Brief >> Within the listing that follows, how many lines contain the word "Answer"? Only the number is wanted.

::::

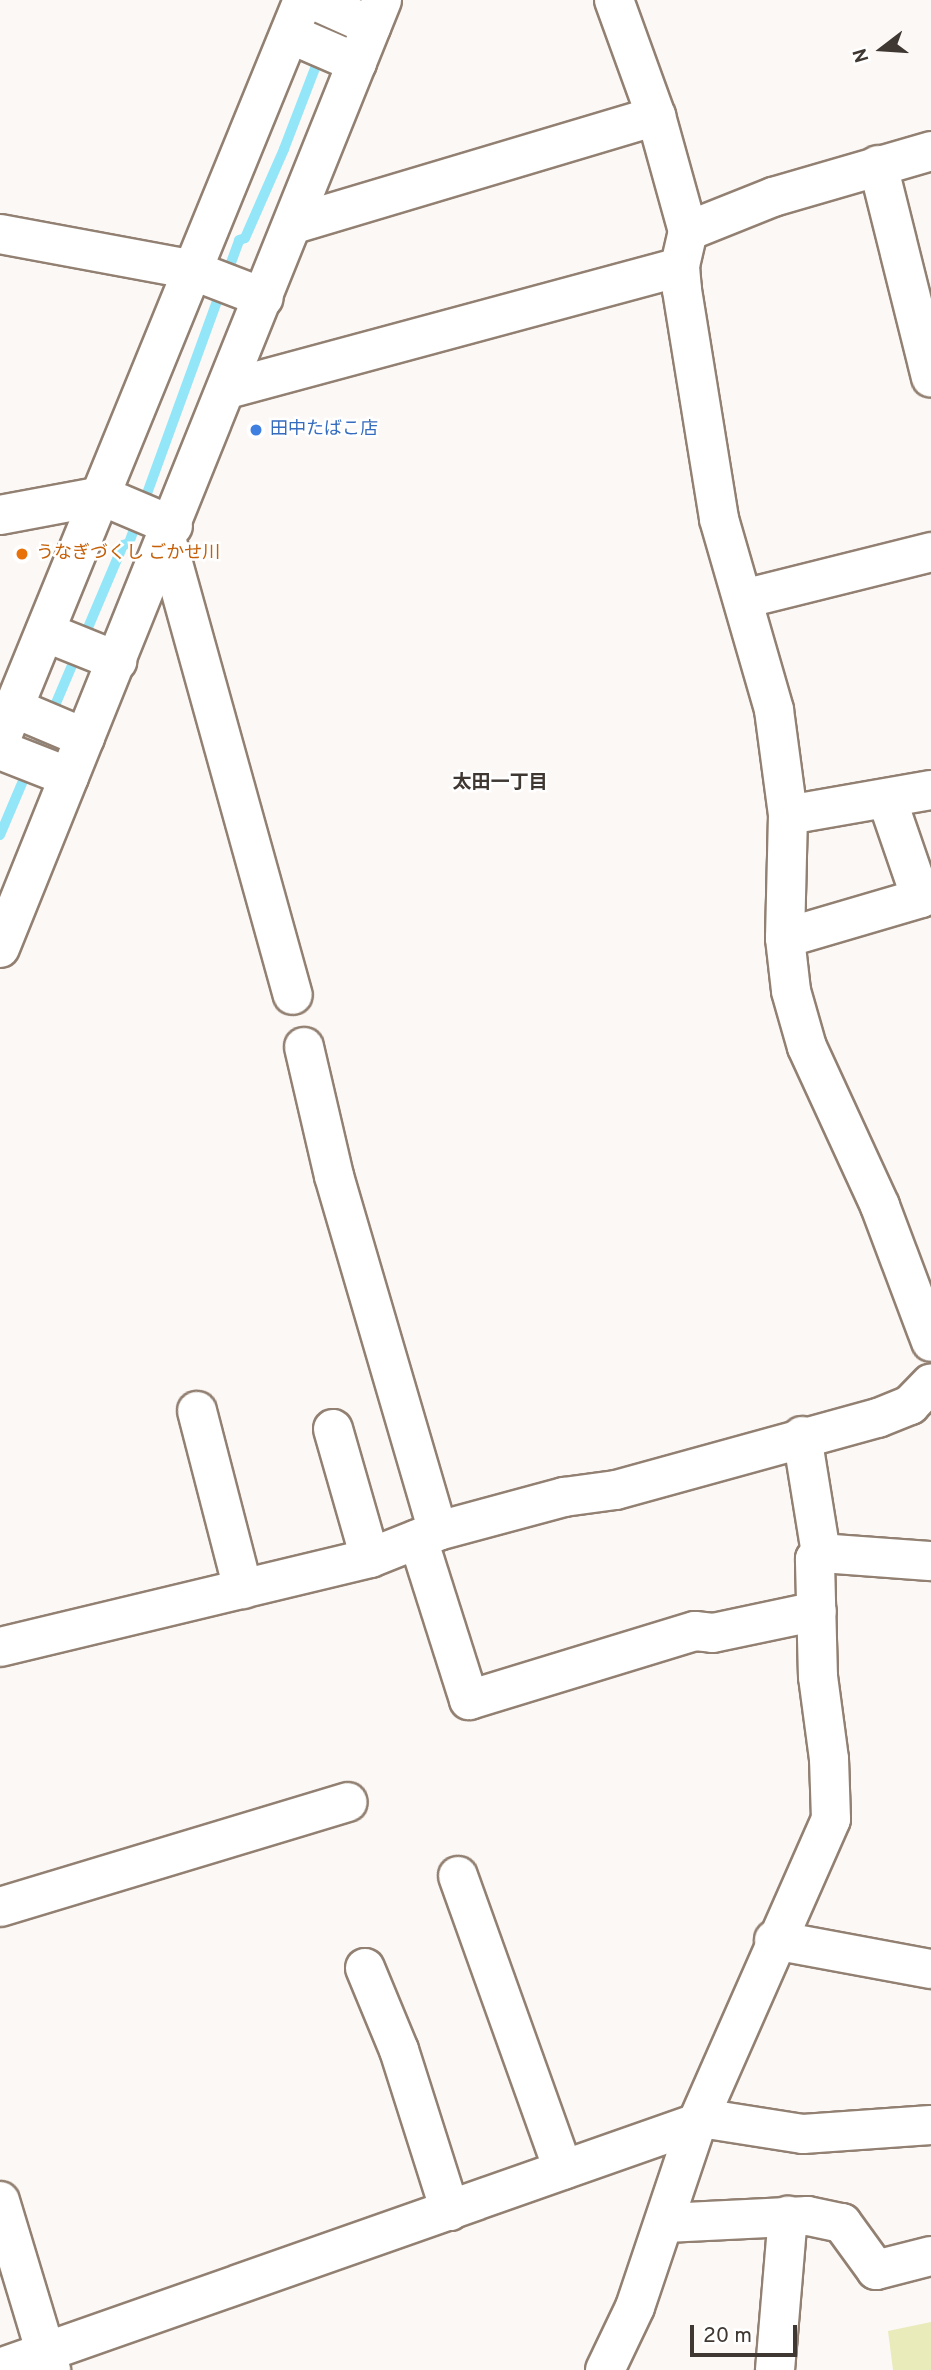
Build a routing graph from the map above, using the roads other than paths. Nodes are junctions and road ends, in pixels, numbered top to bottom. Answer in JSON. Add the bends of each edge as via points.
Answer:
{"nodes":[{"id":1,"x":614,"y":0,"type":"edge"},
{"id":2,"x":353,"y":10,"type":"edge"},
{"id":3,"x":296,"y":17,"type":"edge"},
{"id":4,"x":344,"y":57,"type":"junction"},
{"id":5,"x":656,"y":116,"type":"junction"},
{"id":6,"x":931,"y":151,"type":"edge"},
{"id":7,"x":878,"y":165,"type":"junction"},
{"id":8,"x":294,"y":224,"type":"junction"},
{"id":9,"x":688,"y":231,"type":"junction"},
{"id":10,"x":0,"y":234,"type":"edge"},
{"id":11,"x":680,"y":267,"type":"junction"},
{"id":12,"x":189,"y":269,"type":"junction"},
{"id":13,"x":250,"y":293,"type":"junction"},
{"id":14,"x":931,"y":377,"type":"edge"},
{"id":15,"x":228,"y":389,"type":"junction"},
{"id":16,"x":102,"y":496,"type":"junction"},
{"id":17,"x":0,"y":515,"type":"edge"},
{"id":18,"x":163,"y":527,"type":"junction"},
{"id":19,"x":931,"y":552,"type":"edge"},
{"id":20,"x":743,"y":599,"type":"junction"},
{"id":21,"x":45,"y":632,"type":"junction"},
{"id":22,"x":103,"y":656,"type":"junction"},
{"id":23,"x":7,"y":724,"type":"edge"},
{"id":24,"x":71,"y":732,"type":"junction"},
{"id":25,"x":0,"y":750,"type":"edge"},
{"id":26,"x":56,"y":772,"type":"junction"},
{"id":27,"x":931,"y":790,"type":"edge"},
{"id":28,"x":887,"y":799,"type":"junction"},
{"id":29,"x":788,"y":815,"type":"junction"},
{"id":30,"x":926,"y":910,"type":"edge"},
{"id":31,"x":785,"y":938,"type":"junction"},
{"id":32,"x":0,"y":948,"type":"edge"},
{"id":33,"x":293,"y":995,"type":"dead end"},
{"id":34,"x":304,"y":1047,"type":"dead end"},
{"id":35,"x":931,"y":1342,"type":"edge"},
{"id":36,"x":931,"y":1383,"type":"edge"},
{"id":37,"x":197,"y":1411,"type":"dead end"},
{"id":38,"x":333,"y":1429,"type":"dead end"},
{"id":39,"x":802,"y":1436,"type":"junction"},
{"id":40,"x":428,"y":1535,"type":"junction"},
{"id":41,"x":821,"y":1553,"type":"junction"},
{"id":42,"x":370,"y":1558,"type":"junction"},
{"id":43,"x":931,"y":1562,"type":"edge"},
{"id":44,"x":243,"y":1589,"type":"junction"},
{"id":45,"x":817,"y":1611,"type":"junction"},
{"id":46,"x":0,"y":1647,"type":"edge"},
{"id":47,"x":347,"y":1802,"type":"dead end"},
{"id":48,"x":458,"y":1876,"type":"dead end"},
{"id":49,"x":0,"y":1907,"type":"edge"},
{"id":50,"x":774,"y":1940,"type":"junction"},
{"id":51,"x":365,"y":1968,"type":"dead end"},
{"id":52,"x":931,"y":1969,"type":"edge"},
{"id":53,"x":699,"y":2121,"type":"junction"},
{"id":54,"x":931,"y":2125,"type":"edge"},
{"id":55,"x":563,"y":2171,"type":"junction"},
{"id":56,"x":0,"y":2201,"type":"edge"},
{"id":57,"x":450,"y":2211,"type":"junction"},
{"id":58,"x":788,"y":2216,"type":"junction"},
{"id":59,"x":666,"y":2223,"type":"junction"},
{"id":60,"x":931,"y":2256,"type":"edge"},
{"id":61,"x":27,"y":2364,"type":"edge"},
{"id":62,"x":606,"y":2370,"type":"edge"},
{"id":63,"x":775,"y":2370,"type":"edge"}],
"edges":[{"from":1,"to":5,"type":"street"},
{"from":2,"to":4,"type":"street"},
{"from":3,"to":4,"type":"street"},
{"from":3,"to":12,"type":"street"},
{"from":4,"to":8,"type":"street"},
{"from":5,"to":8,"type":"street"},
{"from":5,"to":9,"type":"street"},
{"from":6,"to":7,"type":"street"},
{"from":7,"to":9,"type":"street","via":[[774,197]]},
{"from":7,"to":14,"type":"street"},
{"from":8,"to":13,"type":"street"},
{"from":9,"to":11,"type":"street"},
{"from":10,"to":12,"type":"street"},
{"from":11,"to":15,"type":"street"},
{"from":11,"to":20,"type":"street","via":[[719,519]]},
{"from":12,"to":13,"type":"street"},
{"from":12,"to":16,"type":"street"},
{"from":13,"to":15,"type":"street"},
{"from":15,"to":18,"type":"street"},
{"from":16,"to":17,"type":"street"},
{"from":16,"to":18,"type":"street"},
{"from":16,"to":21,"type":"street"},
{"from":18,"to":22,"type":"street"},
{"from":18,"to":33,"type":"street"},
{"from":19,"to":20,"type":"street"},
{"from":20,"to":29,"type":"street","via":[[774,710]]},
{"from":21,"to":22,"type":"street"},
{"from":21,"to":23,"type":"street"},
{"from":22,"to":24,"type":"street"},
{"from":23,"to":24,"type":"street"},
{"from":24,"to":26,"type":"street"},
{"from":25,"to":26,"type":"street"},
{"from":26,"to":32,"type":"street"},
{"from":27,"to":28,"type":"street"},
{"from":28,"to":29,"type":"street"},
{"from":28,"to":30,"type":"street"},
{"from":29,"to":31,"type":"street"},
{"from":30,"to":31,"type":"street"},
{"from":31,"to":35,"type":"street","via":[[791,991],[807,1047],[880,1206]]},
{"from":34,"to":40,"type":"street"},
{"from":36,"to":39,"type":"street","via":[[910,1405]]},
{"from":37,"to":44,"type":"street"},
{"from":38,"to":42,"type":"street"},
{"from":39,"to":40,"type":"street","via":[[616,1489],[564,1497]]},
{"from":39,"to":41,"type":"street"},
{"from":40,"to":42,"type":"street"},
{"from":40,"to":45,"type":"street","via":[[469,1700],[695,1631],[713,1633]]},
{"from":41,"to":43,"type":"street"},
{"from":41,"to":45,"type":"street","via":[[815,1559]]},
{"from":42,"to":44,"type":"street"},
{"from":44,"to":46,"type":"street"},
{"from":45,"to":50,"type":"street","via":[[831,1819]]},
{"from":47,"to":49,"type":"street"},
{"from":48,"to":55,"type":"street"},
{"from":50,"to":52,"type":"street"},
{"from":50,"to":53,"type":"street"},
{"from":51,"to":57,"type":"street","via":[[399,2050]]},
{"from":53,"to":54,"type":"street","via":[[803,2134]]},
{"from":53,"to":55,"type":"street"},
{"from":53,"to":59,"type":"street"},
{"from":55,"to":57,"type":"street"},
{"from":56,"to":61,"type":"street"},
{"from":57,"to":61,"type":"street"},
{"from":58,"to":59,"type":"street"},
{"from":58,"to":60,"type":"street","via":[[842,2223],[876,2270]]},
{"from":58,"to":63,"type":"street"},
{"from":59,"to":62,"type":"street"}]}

::::

Solution to this exercise >> 2